A year-end or catch-up handoff usually means a stack of statements, so converting them as a batch matters, whether you are closing last year or recording prior year transactions the feed never carried. PDFQBO can convert a full year of PDF bank statements to QuickBooks in one pass, turning each statement into its own QBO file so your accountant imports the whole period in one sitting. For QuickBooks Desktop, the same statements export as IIF files Desktop can import.
How do I send statements securely?
Send bank statements through an encrypted channel, not as an email attachment. Use your accountant's secure client portal, a shared drive with restricted access, or QuickBooks' own document attachment feature. Bank statements hold account numbers and balances, so treat them like the sensitive financial records they are.

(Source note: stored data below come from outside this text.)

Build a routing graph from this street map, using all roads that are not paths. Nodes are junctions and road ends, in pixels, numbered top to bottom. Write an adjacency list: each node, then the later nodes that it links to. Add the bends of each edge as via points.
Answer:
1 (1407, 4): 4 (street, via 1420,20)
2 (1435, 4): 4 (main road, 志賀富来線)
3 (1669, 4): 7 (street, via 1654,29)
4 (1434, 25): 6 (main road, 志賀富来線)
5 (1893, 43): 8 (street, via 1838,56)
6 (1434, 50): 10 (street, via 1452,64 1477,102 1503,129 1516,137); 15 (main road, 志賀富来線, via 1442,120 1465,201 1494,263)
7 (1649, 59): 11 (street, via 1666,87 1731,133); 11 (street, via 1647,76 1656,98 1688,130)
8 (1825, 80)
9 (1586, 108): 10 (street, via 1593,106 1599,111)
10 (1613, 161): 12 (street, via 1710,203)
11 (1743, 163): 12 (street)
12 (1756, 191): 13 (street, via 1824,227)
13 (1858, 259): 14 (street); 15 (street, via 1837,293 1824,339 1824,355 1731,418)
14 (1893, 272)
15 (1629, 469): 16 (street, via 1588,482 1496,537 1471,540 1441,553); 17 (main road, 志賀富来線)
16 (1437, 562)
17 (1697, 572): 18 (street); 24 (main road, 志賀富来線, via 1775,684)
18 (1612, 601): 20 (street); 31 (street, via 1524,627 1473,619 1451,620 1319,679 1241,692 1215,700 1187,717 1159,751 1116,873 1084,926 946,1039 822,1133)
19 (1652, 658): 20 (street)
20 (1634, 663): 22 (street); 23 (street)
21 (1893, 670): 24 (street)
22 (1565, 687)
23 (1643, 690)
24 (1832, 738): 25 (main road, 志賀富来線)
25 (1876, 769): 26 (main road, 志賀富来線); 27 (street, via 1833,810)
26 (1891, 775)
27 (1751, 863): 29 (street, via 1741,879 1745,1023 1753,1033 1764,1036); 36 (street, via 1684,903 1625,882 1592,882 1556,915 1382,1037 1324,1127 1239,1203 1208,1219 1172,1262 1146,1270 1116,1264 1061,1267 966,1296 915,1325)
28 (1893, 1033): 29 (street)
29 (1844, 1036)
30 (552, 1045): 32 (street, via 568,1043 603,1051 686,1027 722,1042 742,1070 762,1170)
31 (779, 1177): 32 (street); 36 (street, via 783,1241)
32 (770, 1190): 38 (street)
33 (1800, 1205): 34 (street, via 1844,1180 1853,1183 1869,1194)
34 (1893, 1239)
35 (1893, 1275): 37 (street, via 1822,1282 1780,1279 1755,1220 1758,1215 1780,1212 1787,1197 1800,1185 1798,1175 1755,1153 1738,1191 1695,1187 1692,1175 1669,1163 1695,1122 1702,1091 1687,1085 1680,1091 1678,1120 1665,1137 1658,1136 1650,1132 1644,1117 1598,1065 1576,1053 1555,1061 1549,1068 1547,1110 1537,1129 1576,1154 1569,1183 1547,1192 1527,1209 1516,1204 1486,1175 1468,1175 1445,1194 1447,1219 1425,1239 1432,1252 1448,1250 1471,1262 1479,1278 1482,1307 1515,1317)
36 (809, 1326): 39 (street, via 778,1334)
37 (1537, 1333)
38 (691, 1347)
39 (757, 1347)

A few habits that keep the handoff safe and clean:
- Name files clearly by account and month, for example OperatingChecking-2026-01.qbo, so nothing gets imported twice or skipped.
- Send one account per file rather than merging accounts, which keeps reconciliation simple.
- Confirm the period covered with your accountant so you do not leave a gap between the feed history and the statements you send.
What if my accountant uses QuickBooks Desktop?
If your accountant uses QuickBooks Desktop, send IIF files rather than QBO Web Connect files, because Desktop imports IIF directly without the bank-feed setup. Convert each PDF statement to an IIF file, and your accountant brings the transactions in through File, Utilities, Import, IIF Files. The data lands ready to categorize, the same as an Online import.
Not sure which your accountant runs? Ask before you convert. The difference between QBO and IIF is covered in our guide to choosing between QBO and IIF import files, and a single PDF statement can be exported either way from the converter on this site.
The fastest handoff, step by step
To give your accountant the cleanest possible bank data:
- Download every statement you need as a PDF from your bank's online banking, covering the full period your books are missing.
- Upload the PDFs to the converter and export a QBO file for QuickBooks Online, or an IIF file for Desktop.
- Keep the original PDFs as your record and send both the PDFs and the converted files to your accountant through a secure portal.
- Tell your accountant the exact date range covered so the import lines up with the bank feed and nothing is double-counted.
Done this way, your accountant imports clean files in minutes instead of re-keying statements, and you pay for analysis and advice rather than data entry. When the next month closes and the books need to catch up again, the same routine repeats: download, convert, send.